The son of a friend of mine became the recipient of secret Santa notes and gifts this past Christmas. His Mom took to posting the updates on Facebook, to satisfy the anticipation of others, as the notes appeared daily. The thoughtfulness of a couple friends was very evident in the fun, mysterious hand-made packages that arrived for 12 days. And the handwriting revealed much about the senders, even before they were divulged. It created a platform of intrigue and a great story shared by many as speculation grew about the authors of the notes. In an age of rampant electronic communication, the handwritten note captivated.
One of the most successful marketing stunts I ever did was in advance of a speaking engagement at a conference. I was to be talking about marketing in the digital age. But rather than reaching out in the anticipated way, I asked the conference organizers for the postal addresses of attendees. I wanted to send them a hand written post card from Vancouver, inviting them to my session. I sent the cards to the conference organizers who hand addressed them on my behalf so we would be compliant with personal information legislation, and sent them out. My rational was this: Who wouldn’t read a hand written postcard from the most beautiful place on earth? (A little west coast bias there!) What resulted was amazing. I had attendees streaming into my session later that month, holding their post cards, saying they wanted to meet the person who had sent it to them. Of course I was able to quickly dispel any uncertainties about my knowledge of digital media quickly in the session. I had simply chosen to do the unexpected.
There are marketing lessons in both of the above examples.
1. The unexpected gets noticed.
2. Back to basics communications can be a refreshing way to cut through the cutter of our digitized world.
3. There is something universally appealing about the hand written message.
Did you know that National Handwriting Day was January 23, 2014? Apparently the day was founded in 1977 by the Writing Instrument Manufacturers Association to fight the loss of penmanship. The hash tag #handwritingday on Twitter was filled with Tweets and photos of handwritten notes as well as news coverage by NBC. Seems even in the age of digital, ink on paper can be celebrated!

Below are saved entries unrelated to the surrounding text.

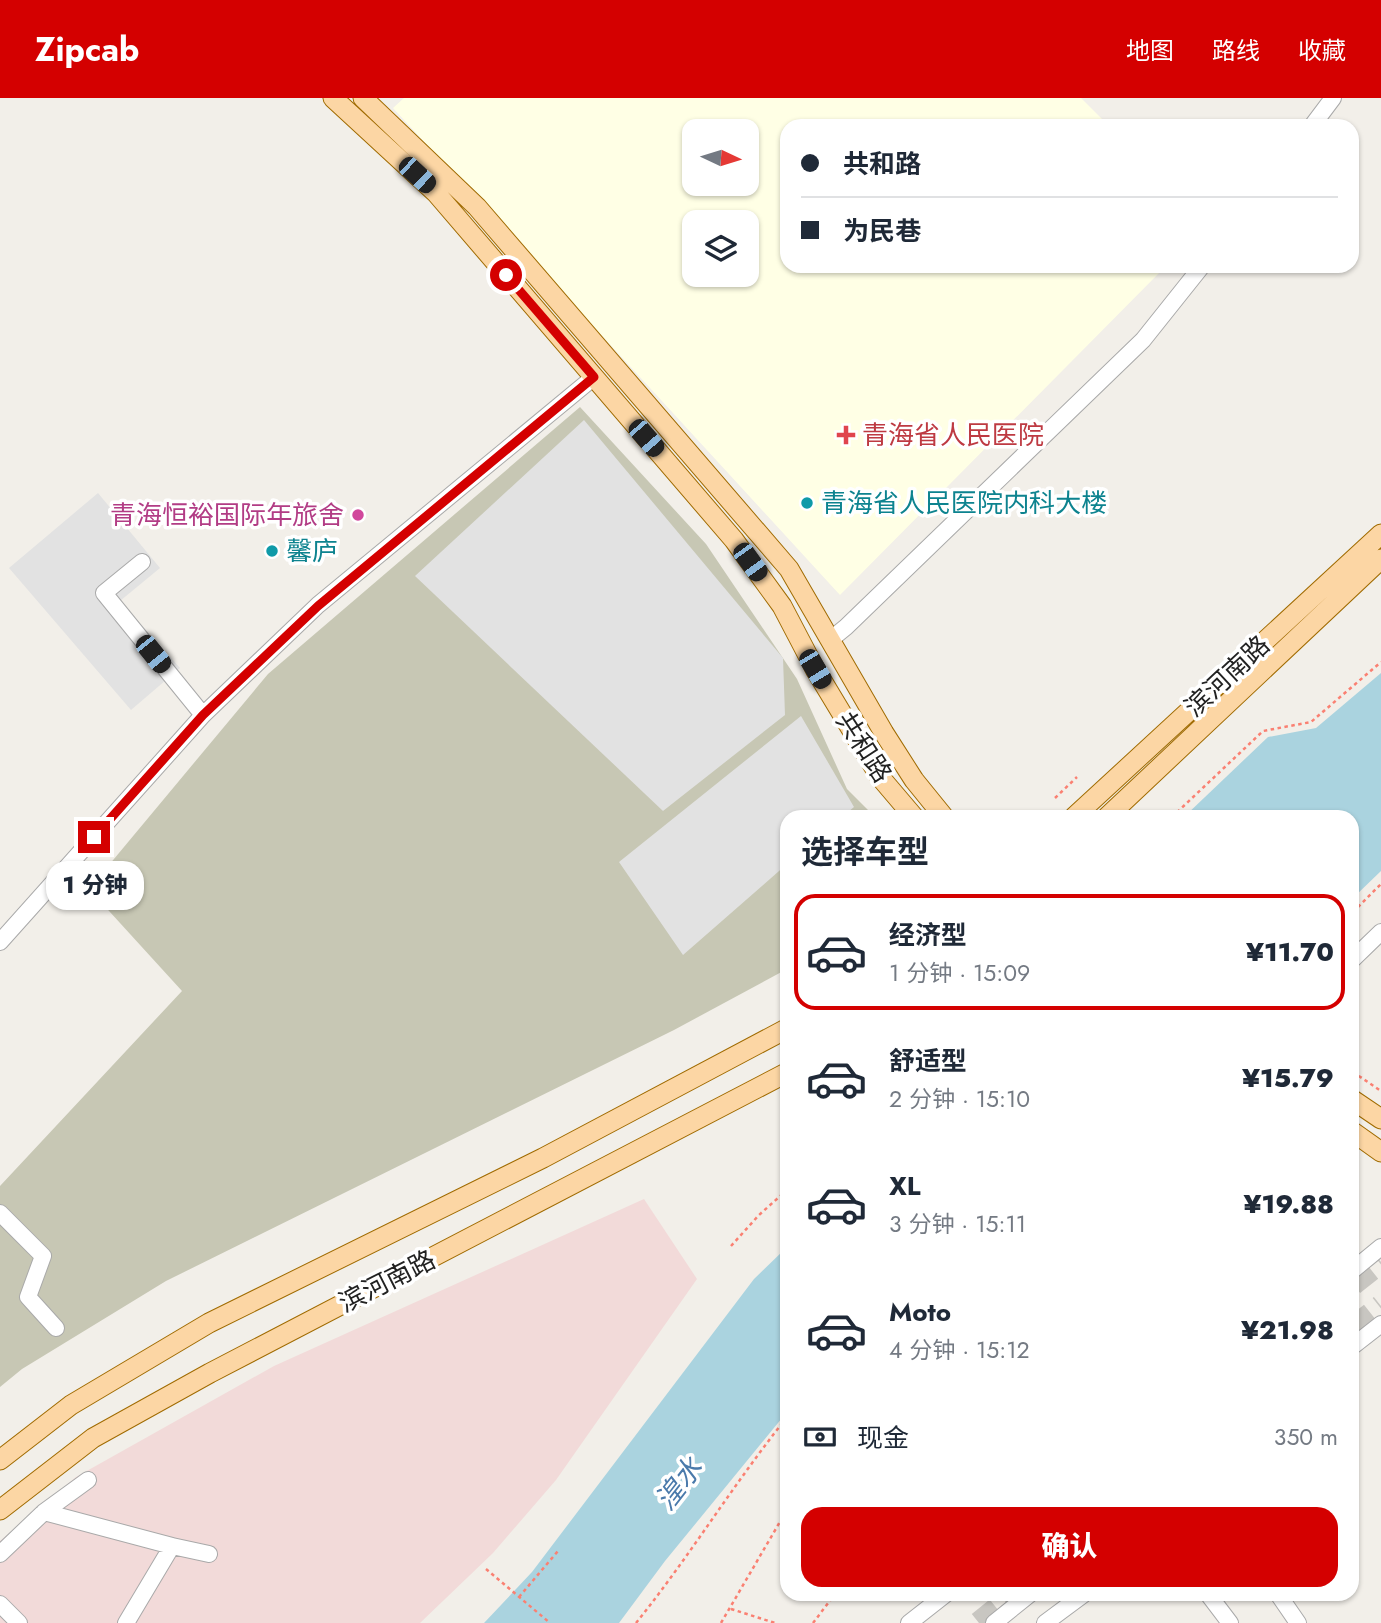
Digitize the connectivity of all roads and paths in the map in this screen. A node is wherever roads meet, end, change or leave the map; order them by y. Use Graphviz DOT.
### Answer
graph roads {
  1 [pos="332,98"];
  2 [pos="363,98"];
  3 [pos="1333,98"];
  4 [pos="1317,119"];
  5 [pos="1196,273"];
  6 [pos="594,377"];
  7 [pos="1381,534"];
  8 [pos="1381,559"];
  9 [pos="142,562"];
  10 [pos="830,640"];
  11 [pos="1381,662"];
  12 [pos="203,715"];
  13 [pos="1077,777"];
  14 [pos="1055,799"];
  15 [pos="908,810"];
  16 [pos="939,810"];
  17 [pos="1082,810"];
  18 [pos="1114,810"];
  19 [pos="1179,810"];
  20 [pos="1381,884"];
  21 [pos="1359,906"];
  22 [pos="1381,932"];
  23 [pos="1,938"];
  24 [pos="1359,953"];
  25 [pos="780,1032"];
  26 [pos="780,1076"];
  27 [pos="1359,1076"];
  28 [pos="1381,1091"];
  29 [pos="1359,1104"];
  30 [pos="1381,1119"];
  31 [pos="1359,1136"];
  32 [pos="1381,1152"];
  33 [pos="780,1196"];
  34 [pos="0,1213"];
  35 [pos="731,1246"];
  36 [pos="1381,1247"];
  37 [pos="1359,1265"];
  38 [pos="1381,1324"];
  39 [pos="56,1328"];
  40 [pos="1359,1341"];
  41 [pos="780,1426"];
  42 [pos="0,1461"];
  43 [pos="88,1480"];
  44 [pos="0,1510"];
  45 [pos="44,1513"];
  46 [pos="780,1522"];
  47 [pos="172,1546"];
  48 [pos="558,1551"];
  49 [pos="0,1554"];
  50 [pos="209,1554"];
  51 [pos="486,1569"];
  52 [pos="519,1597"];
  53 [pos="830,1601"];
  54 [pos="937,1601"];
  55 [pos="1021,1601"];
  56 [pos="1075,1601"];
  57 [pos="1213,1601"];
  58 [pos="1283,1601"];
  59 [pos="0,1604"];
  60 [pos="731,1609"];
  61 [pos="19,1623"];
  62 [pos="126,1623"];
  63 [pos="550,1623"];
  64 [pos="636,1623"];
  65 [pos="721,1623"];
  66 [pos="775,1623"];
  67 [pos="813,1623"];
  68 [pos="909,1623"];
  69 [pos="994,1623"];
  70 [pos="1045,1623"];
  71 [pos="1230,1623"];
  72 [pos="1298,1623"];
  1 -- 6 [label="main road, 共和路"];
  2 -- 10 [label="main road, 共和路"];
  3 -- 4 [label="street"];
  5 -- 10 [label="street"];
  6 -- 12 [label="street"];
  6 -- 15 [label="main road, 共和路"];
  7 -- 17 [label="main road, 滨河南路"];
  8 -- 18 [label="main road"];
  9 -- 12 [label="street"];
  10 -- 16 [label="main road, 共和路"];
  11 -- 19 [label="path"];
  12 -- 23 [label="street"];
  13 -- 14 [label="path"];
  20 -- 21 [label="path"];
  22 -- 24 [label="street"];
  25 -- 42 [label="main road, 滨河南路"];
  26 -- 44 [label="main road, 滨河南路"];
  27 -- 28 [label="path"];
  29 -- 30 [label="main road"];
  31 -- 32 [label="main road"];
  33 -- 35 [label="path"];
  34 -- 39 [label="street"];
  36 -- 37 [label="street"];
  38 -- 40 [label="street"];
  41 -- 64 [label="path"];
  43 -- 45 [label="street"];
  45 -- 47 [label="street"];
  45 -- 49 [label="street"];
  46 -- 60 [label="path"];
  47 -- 50 [label="street"];
  47 -- 62 [label="street"];
  48 -- 52 [label="path"];
  51 -- 52 [label="path"];
  52 -- 63 [label="path"];
  53 -- 67 [label="path"];
  54 -- 68 [label="street"];
  55 -- 69 [label="street"];
  56 -- 70 [label="street"];
  57 -- 71 [label="street"];
  58 -- 72 [label="street"];
  59 -- 61 [label="street"];
  60 -- 65 [label="path"];
  60 -- 66 [label="path"];
}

Could there be anything more basic than the chalkboard? McDonalds in Warsaw, Poland created an outdoor billboard campaign using large chalkboards. The boards featured menu items and the content changed daily. I’m not sure how this would hold up in rainy Vancouver, but it’s an intriguing idea, and a great way to stand out by doing the unexpected.
Here are a few other clever handwritten chalkboards that are bound to capture attention.
And while you can pay someone to illustrate decoratively your board, I think the imperfections of different handwriting can work to your advantage. It made these businesses personable. The chalkboard puts you back in touch with the art of a handwritten message. The pure impermanence of chalkboards also works. The message can be changed daily. And if you’re clever enough, it can almost become a daily update and check in that Facebook has conditioned us to – what will they put out today? You need to have a look.
Whatever “lines of personal connection” you choose to take, in the world of marketing it’s about doing the unexpected and creating intrigue to stand out. In our increasingly digitized and cluttered world, going back to basics can be a way to stand out. And if done with some creativity, you can give your community a story to share and create great word of mouth.